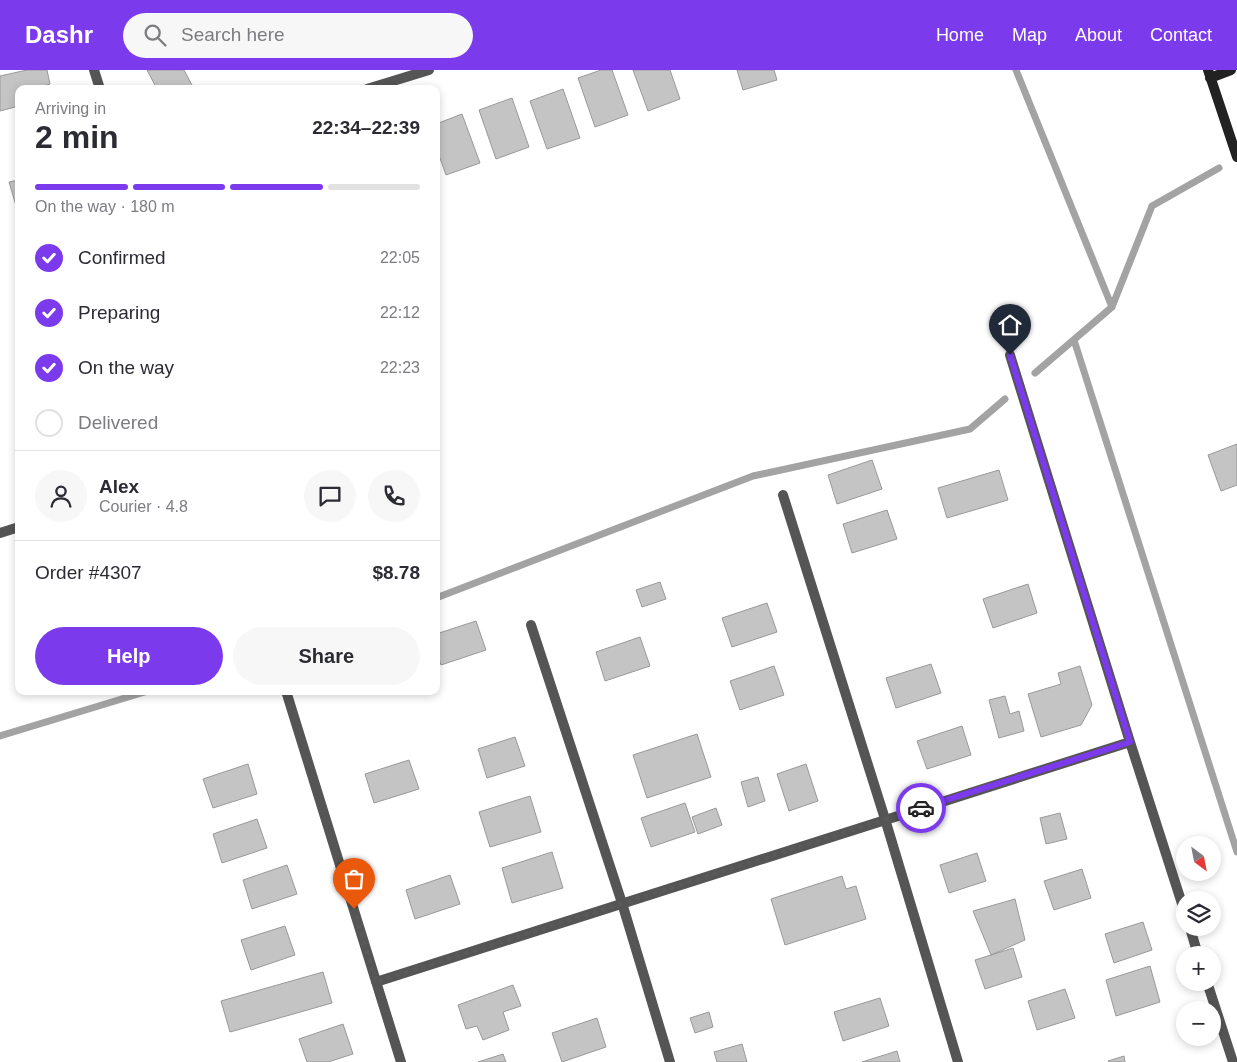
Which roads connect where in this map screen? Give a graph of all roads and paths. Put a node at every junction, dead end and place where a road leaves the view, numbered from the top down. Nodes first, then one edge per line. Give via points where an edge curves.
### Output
1 (94, 70) edge
2 (429, 70) edge
3 (1231, 70) edge
4 (1209, 74) edge
5 (99, 85) edge
6 (380, 85) edge
7 (1237, 157) edge
8 (1010, 355) dead end
9 (782, 495) dead end
10 (15, 528) edge
11 (0, 533) edge
12 (531, 625) dead end
13 (287, 695) edge
14 (1130, 742) junction
15 (885, 819) junction
16 (1178, 891) edge
17 (622, 903) junction
18 (376, 982) junction
19 (1210, 991) edge
20 (401, 1062) edge
21 (670, 1062) edge
22 (958, 1062) edge
23 (1233, 1062) edge

1 - 5 street
2 - 6 street
3 - 4 street
4 - 7 street
8 - 14 street
9 - 15 street
10 - 11 street
12 - 17 street
13 - 18 street
14 - 15 street
14 - 16 street
15 - 17 street
15 - 22 street
17 - 18 street
17 - 21 street
18 - 20 street
19 - 23 street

• WHAT YOU WILL DO: Copy out all the records exactly, excluding pictures.

• RESULT FOR THIS EXERCISE:
Which roads connect where in this map screen? Give a graph of all roads and paths. Put a node at every junction, dead end and place where a road leaves the view, numbered from the top down. Nodes first, then one edge per line. Give via points where an edge curves.
### Output
1 (94, 70) edge
2 (429, 70) edge
3 (1231, 70) edge
4 (1209, 74) edge
5 (99, 85) edge
6 (380, 85) edge
7 (1237, 157) edge
8 (1010, 355) dead end
9 (782, 495) dead end
10 (15, 528) edge
11 (0, 533) edge
12 (531, 625) dead end
13 (287, 695) edge
14 (1130, 742) junction
15 (885, 819) junction
16 (1178, 891) edge
17 (622, 903) junction
18 (376, 982) junction
19 (1210, 991) edge
20 (401, 1062) edge
21 (670, 1062) edge
22 (958, 1062) edge
23 (1233, 1062) edge

1 - 5 street
2 - 6 street
3 - 4 street
4 - 7 street
8 - 14 street
9 - 15 street
10 - 11 street
12 - 17 street
13 - 18 street
14 - 15 street
14 - 16 street
15 - 17 street
15 - 22 street
17 - 18 street
17 - 21 street
18 - 20 street
19 - 23 street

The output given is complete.